Novas Regras Impõem Sigilo às Intermediadoras de Criptoativos no Brasil
As plataformas que atuam como intermediárias em transações de criptoativos, conhecidas formalmente como Sociedades Prestadoras de Serviços de Ativos Virtuais (SPSAVs), passam a ter a obrigação de manter em sigilo as operações de seus usuários. Essa decisão foi aprovada pelo Conselho Monetário Nacional (CMN) na última quinta-feira, dia 26, como parte de um conjunto de mudanças que visa alinhar o setor às normas das instituições financeiras tradicionais.
Implementação do Sigilo e Requisitos Legais
A nova regulamentação entrará em vigor no dia 1º de março e exige que as SPSAVs cumpram a Lei Complementar 105, que trata da obrigatoriedade do sigilo bancário. Além disso, as plataformas deverão comunicar às autoridades competentes qualquer indício de atividade criminosa. O Banco Central afirma que essa medida é essencial para promover uma maior igualdade regulatória e para aprimorar as ferramentas de prevenção e combate a crimes como lavagem de dinheiro e fraudes.
Mudanças nas Normas Contábeis
Em adição à exigência de sigilo, o CMN e o Banco Central introduziram novas diretrizes contábeis para a avaliação e divulgação de ativos virtuais. Essas regras, que entram em vigor em 1º de janeiro de 2027, visam regulamentar o reconhecimento e a mensuração de criptoativos, conforme definido pela Lei 14.478 de 2022. Importante notar que a regulamentação não se aplica a ativos que são considerados instrumentos financeiros tradicionais, os quais continuarão a seguir normas específicas.
Classificação e Tratamento Contábil dos Ativos Virtuais
Com a implementação dessas novas regras, os ativos virtuais deixarão de ser classificados como 'outros ativos não financeiros', recebendo um tratamento contábil específico que reflete as práticas internacionais. O Banco Central destaca que essa mudança é fundamental para aumentar a transparência e a comparabilidade das informações financeiras, o que traz previsibilidade para o mercado de criptoativos.

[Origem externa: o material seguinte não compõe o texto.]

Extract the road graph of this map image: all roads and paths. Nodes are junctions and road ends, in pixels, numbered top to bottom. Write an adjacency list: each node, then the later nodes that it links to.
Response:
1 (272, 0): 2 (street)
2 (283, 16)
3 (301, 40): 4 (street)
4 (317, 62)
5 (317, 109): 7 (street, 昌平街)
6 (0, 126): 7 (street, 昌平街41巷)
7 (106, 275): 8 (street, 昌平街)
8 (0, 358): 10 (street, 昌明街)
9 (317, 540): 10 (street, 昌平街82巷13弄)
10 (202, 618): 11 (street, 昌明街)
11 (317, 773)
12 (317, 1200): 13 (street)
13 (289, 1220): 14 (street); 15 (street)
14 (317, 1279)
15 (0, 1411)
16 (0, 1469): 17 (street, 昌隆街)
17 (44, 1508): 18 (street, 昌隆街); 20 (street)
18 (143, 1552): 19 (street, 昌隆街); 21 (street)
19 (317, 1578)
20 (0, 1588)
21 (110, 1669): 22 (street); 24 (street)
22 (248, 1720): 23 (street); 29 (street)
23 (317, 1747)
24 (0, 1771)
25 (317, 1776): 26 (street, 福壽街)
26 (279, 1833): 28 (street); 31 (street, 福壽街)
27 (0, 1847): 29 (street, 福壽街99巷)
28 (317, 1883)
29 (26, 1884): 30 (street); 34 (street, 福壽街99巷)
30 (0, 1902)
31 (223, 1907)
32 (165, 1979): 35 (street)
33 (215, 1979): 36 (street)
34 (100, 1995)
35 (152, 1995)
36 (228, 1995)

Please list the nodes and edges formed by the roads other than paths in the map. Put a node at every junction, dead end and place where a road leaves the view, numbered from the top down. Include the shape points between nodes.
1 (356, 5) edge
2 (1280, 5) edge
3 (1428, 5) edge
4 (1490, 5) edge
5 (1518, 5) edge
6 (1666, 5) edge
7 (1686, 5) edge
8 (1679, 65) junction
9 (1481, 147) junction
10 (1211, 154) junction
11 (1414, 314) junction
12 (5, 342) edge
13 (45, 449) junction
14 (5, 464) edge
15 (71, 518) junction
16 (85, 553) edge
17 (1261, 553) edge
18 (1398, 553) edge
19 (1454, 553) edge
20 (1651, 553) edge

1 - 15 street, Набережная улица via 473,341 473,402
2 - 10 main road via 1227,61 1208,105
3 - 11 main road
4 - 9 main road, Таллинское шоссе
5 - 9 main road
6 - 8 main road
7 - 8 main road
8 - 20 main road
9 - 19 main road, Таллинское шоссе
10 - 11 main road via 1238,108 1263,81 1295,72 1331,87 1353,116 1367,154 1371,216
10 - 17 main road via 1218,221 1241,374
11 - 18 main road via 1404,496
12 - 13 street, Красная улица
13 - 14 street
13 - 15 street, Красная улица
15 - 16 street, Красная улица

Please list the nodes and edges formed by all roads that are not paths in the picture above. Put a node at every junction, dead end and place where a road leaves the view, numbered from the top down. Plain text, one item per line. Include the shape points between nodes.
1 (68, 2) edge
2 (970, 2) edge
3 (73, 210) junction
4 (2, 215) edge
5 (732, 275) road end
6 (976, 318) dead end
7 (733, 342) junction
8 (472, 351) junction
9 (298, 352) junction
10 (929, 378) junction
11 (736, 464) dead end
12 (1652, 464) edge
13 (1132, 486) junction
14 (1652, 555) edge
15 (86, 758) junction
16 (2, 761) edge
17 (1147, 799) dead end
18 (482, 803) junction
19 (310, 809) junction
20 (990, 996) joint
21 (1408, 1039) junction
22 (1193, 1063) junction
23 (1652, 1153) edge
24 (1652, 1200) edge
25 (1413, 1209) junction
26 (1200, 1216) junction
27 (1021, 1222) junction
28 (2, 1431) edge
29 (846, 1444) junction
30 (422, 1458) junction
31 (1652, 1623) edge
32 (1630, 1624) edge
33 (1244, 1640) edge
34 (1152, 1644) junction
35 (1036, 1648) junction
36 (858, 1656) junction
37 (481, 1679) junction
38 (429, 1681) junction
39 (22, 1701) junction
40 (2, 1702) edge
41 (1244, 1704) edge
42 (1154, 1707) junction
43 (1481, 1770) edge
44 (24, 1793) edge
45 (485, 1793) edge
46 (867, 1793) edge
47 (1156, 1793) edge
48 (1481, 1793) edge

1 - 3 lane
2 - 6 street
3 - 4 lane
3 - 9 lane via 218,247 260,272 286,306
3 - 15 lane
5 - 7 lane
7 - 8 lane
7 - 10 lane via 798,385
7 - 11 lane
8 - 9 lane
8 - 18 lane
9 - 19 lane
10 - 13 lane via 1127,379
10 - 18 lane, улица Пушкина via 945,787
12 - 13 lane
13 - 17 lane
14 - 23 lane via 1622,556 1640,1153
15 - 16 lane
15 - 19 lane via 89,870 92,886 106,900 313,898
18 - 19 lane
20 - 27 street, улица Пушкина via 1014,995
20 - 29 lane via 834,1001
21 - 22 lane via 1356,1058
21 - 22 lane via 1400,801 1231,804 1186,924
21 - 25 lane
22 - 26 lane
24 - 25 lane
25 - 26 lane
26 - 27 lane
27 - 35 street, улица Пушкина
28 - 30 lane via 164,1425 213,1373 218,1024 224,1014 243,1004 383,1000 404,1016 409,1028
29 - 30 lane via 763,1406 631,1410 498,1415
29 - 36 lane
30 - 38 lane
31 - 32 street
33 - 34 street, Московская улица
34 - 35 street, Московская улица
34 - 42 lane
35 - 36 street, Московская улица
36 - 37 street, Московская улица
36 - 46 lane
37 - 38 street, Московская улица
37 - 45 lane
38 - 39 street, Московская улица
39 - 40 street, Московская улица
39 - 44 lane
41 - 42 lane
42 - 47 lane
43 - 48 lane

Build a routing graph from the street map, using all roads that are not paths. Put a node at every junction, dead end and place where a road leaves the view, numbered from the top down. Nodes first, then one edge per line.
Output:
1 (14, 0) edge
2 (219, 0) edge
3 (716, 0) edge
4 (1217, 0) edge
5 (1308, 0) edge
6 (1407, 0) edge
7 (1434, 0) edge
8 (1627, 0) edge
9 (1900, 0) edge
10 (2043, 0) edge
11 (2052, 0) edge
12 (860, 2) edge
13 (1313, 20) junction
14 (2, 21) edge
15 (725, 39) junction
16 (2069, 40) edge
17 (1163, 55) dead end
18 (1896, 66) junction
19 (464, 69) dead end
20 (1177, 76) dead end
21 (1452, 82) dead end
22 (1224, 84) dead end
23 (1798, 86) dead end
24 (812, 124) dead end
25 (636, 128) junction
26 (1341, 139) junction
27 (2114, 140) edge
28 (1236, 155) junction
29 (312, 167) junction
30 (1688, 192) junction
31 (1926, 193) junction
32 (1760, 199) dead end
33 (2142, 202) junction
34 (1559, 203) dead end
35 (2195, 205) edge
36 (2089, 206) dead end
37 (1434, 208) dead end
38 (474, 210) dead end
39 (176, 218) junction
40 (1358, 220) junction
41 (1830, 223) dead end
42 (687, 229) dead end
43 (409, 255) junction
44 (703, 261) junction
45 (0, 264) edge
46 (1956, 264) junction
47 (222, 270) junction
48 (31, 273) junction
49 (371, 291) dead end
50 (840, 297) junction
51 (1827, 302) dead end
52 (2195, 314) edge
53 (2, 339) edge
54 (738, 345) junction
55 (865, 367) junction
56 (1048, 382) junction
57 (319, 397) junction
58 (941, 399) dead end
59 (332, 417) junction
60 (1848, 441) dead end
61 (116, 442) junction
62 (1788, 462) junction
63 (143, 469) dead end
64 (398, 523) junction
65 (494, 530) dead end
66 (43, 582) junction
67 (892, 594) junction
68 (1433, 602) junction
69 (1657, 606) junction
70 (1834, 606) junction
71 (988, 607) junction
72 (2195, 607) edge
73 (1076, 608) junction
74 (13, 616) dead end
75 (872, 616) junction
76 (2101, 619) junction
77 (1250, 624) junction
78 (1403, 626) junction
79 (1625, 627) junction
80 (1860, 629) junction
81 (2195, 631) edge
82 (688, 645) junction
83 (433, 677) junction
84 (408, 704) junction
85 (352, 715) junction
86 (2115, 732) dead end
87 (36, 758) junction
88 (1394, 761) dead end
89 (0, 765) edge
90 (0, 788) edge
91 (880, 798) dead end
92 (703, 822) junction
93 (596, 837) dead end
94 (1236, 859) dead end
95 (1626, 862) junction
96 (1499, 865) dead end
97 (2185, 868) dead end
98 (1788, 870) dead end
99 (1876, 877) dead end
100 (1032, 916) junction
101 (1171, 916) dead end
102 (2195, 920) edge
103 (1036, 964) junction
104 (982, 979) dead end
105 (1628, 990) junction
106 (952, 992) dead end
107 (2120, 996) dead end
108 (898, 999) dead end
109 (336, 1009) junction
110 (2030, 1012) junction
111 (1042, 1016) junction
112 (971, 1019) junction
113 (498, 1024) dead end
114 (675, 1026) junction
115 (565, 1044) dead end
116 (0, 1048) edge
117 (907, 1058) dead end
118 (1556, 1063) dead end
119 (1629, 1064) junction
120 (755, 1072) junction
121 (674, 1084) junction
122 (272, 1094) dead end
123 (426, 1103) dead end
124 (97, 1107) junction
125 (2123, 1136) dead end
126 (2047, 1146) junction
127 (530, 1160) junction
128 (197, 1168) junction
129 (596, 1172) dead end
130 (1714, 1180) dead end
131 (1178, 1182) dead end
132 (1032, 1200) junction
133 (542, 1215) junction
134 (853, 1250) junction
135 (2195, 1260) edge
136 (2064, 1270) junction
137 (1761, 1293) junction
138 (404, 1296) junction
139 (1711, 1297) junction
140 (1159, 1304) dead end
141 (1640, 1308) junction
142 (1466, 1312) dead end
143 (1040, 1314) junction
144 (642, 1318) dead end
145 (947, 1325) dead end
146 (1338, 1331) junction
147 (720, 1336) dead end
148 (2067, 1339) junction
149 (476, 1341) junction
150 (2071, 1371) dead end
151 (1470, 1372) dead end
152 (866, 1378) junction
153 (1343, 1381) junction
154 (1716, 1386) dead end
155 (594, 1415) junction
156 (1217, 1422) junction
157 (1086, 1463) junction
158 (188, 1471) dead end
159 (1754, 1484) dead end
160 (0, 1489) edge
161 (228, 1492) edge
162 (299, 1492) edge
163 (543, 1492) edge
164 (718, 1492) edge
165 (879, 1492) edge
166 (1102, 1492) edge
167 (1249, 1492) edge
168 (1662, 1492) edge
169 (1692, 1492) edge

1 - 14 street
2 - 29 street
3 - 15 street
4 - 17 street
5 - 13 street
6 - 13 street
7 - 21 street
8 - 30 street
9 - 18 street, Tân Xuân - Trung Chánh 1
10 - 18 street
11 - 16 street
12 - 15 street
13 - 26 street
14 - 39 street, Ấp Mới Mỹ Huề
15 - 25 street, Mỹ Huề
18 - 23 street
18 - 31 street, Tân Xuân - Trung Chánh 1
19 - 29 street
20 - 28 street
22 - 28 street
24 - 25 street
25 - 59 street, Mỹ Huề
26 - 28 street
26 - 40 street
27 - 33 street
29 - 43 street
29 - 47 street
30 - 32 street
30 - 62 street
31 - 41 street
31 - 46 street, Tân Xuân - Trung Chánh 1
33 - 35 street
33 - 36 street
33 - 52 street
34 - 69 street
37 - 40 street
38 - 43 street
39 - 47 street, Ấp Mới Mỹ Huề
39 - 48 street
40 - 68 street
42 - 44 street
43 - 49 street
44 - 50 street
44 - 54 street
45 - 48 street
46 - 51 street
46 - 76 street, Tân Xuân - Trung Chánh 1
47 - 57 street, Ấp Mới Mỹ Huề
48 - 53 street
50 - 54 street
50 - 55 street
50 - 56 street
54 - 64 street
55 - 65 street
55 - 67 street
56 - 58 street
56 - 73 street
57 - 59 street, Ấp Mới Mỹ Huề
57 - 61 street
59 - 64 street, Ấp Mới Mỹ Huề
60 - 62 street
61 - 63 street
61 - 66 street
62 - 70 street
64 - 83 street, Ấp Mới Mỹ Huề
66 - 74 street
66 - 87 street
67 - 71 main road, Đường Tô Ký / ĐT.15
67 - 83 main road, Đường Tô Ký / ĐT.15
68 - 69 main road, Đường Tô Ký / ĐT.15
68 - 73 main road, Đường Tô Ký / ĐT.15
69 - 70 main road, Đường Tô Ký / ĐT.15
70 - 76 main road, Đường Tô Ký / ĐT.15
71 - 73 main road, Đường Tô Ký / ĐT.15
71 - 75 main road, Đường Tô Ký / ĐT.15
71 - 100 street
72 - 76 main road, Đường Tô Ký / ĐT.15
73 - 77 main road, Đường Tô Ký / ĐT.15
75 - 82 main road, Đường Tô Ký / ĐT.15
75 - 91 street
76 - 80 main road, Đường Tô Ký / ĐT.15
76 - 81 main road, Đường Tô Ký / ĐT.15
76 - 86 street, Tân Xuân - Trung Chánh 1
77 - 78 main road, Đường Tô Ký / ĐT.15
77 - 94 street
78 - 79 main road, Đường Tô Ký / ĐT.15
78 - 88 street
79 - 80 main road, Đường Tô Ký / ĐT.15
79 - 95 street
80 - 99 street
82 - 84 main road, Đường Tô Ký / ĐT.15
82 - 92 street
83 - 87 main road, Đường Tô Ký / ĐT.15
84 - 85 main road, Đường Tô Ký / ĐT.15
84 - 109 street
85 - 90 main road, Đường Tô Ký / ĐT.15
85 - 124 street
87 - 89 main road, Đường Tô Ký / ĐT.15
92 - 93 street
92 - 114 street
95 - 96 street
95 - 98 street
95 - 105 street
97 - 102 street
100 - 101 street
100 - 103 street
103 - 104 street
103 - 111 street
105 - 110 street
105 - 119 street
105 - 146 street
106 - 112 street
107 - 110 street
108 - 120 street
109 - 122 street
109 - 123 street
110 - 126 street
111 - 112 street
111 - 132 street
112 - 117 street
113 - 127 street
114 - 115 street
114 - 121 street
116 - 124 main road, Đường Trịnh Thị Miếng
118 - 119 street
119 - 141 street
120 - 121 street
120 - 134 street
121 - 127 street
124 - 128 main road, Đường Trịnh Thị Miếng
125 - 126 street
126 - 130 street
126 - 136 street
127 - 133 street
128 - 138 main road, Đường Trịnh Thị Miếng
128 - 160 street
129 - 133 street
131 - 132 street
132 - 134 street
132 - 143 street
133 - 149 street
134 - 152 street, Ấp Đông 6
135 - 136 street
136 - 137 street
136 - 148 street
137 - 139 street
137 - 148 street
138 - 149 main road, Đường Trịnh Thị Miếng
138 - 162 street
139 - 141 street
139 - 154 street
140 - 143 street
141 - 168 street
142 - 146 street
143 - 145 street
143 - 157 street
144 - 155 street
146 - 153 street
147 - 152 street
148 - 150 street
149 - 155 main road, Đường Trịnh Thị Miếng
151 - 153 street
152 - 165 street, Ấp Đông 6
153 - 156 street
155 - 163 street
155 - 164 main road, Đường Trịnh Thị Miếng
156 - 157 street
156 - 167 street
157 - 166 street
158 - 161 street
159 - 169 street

Integração das SPSAVs ao Sistema Financeiro
A criação das SPSAVs ocorreu em novembro de 2025 como parte do esforço do Banco Central para regulamentar o mercado de criptoativos. O objetivo dessa integração é garantir que as empresas que operam com ativos virtuais sejam tratadas com o mesmo rigor regulatório que as instituições financeiras convencionais. De acordo com a visão do regulador, regras mais claras podem aumentar a confiança dos investidores, melhorar a gestão de riscos e contribuir para a estabilidade do sistema financeiro.
Conclusão
As novas obrigações impostas às SPSAVs representam um passo significativo na regulamentação do mercado de criptoativos no Brasil. Com a implementação do sigilo e novas diretrizes contábeis, espera-se que o setor se torne mais seguro e transparente, promovendo um ambiente propício para o crescimento e a confiança dos investidores em ativos virtuais.